[Saved entries]
◆ ◆ ◆ ◆ ◆ ◆ ◆

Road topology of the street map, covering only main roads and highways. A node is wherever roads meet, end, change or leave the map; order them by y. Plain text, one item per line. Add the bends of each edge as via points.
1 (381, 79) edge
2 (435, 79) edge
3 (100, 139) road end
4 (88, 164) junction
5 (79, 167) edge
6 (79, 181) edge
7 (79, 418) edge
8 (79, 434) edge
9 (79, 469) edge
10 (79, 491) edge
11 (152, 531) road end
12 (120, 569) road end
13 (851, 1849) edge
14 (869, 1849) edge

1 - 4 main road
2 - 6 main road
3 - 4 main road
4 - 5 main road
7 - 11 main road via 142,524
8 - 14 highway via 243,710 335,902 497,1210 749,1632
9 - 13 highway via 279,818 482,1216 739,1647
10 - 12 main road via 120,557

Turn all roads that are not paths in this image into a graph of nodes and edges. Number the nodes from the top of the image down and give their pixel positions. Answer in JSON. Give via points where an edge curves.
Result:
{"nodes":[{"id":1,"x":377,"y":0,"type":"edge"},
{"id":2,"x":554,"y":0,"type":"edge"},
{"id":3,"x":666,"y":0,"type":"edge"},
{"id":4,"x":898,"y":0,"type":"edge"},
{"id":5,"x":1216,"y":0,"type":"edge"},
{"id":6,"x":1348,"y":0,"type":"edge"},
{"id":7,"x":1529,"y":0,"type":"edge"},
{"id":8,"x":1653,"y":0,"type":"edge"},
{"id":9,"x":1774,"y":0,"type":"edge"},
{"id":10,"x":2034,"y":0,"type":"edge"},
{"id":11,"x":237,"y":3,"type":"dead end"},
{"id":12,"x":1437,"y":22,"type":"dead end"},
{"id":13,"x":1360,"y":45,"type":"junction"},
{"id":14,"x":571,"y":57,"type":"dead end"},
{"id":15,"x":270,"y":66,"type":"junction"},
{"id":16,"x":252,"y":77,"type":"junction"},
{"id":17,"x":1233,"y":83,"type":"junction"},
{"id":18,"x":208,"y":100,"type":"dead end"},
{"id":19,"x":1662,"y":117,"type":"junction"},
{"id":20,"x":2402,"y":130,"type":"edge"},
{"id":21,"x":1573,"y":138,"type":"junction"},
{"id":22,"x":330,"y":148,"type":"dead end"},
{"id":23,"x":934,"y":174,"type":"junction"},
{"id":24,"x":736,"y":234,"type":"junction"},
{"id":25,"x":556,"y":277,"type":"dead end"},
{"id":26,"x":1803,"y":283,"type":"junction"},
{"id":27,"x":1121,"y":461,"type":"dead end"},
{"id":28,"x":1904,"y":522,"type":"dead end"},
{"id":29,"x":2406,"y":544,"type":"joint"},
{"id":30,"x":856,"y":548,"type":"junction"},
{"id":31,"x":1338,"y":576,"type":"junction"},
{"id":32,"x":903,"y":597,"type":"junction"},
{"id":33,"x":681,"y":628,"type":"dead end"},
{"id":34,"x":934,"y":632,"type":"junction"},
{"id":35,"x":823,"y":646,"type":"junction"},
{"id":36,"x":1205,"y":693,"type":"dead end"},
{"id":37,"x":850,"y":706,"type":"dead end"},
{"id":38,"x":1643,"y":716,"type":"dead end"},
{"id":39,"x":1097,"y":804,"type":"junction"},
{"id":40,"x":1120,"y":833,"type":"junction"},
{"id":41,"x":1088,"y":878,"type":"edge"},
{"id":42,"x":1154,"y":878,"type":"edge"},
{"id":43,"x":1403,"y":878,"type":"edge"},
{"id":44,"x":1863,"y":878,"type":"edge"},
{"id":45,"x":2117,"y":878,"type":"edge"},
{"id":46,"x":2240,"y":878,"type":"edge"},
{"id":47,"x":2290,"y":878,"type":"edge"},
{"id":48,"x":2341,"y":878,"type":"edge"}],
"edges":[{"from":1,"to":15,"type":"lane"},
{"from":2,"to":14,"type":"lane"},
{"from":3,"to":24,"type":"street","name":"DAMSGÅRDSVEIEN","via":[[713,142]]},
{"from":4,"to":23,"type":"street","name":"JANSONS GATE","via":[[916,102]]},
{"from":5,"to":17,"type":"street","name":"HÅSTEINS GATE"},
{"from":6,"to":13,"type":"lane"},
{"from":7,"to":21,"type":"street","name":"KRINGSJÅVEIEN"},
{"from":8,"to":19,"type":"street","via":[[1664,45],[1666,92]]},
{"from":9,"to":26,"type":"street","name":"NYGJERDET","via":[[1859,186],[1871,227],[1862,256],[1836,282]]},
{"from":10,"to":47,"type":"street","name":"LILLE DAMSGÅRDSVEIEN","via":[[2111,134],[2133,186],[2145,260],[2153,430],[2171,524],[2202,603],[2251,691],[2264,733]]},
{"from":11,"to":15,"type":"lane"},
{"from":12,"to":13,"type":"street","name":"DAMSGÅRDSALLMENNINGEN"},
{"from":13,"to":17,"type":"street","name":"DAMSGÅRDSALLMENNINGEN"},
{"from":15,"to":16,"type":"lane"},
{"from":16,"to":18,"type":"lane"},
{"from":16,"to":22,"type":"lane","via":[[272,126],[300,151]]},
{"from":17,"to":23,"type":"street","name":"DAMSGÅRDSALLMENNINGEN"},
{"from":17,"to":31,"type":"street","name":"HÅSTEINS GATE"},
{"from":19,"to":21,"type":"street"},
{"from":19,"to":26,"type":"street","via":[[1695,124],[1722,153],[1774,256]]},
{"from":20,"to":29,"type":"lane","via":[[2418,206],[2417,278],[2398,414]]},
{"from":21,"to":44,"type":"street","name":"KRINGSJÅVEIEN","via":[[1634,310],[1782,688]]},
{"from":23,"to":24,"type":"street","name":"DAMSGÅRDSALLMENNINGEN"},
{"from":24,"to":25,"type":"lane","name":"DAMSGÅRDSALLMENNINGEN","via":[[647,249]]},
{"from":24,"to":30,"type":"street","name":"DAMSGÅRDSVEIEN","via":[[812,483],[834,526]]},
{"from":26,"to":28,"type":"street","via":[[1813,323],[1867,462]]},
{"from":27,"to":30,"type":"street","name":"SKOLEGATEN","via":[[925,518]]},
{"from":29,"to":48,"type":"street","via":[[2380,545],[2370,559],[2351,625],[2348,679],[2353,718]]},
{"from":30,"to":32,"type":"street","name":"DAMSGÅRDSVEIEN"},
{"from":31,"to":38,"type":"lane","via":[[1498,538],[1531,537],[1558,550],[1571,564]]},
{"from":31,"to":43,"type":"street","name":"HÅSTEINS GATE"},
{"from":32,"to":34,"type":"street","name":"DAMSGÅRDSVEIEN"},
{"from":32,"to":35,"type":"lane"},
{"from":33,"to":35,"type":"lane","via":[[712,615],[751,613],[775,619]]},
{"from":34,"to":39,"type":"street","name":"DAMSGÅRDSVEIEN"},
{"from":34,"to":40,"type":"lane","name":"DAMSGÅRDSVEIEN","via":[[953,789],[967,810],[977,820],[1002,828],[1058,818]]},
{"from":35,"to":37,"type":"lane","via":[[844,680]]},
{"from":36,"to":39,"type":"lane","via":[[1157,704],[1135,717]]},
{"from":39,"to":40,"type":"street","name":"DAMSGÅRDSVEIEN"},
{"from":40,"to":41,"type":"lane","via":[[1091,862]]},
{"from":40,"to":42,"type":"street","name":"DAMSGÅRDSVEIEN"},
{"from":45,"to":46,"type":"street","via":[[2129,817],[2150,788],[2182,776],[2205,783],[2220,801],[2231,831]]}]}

◆ ◆ ◆ ◆ ◆ ◆ ◆

What you need to do » Using the data above, copy each line that contains "DAMSGÅRDSVEIEN".

Your solution »
{"from":3,"to":24,"type":"street","name":"DAMSGÅRDSVEIEN","via":[[713,142]]},
{"from":10,"to":47,"type":"street","name":"LILLE DAMSGÅRDSVEIEN","via":[[2111,134],[2133,186],[2145,260],[2153,430],[2171,524],[2202,603],[2251,691],[2264,733]]},
{"from":24,"to":30,"type":"street","name":"DAMSGÅRDSVEIEN","via":[[812,483],[834,526]]},
{"from":30,"to":32,"type":"street","name":"DAMSGÅRDSVEIEN"},
{"from":32,"to":34,"type":"street","name":"DAMSGÅRDSVEIEN"},
{"from":34,"to":39,"type":"street","name":"DAMSGÅRDSVEIEN"},
{"from":34,"to":40,"type":"lane","name":"DAMSGÅRDSVEIEN","via":[[953,789],[967,810],[977,820],[1002,828],[1058,818]]},
{"from":39,"to":40,"type":"street","name":"DAMSGÅRDSVEIEN"},
{"from":40,"to":42,"type":"street","name":"DAMSGÅRDSVEIEN"},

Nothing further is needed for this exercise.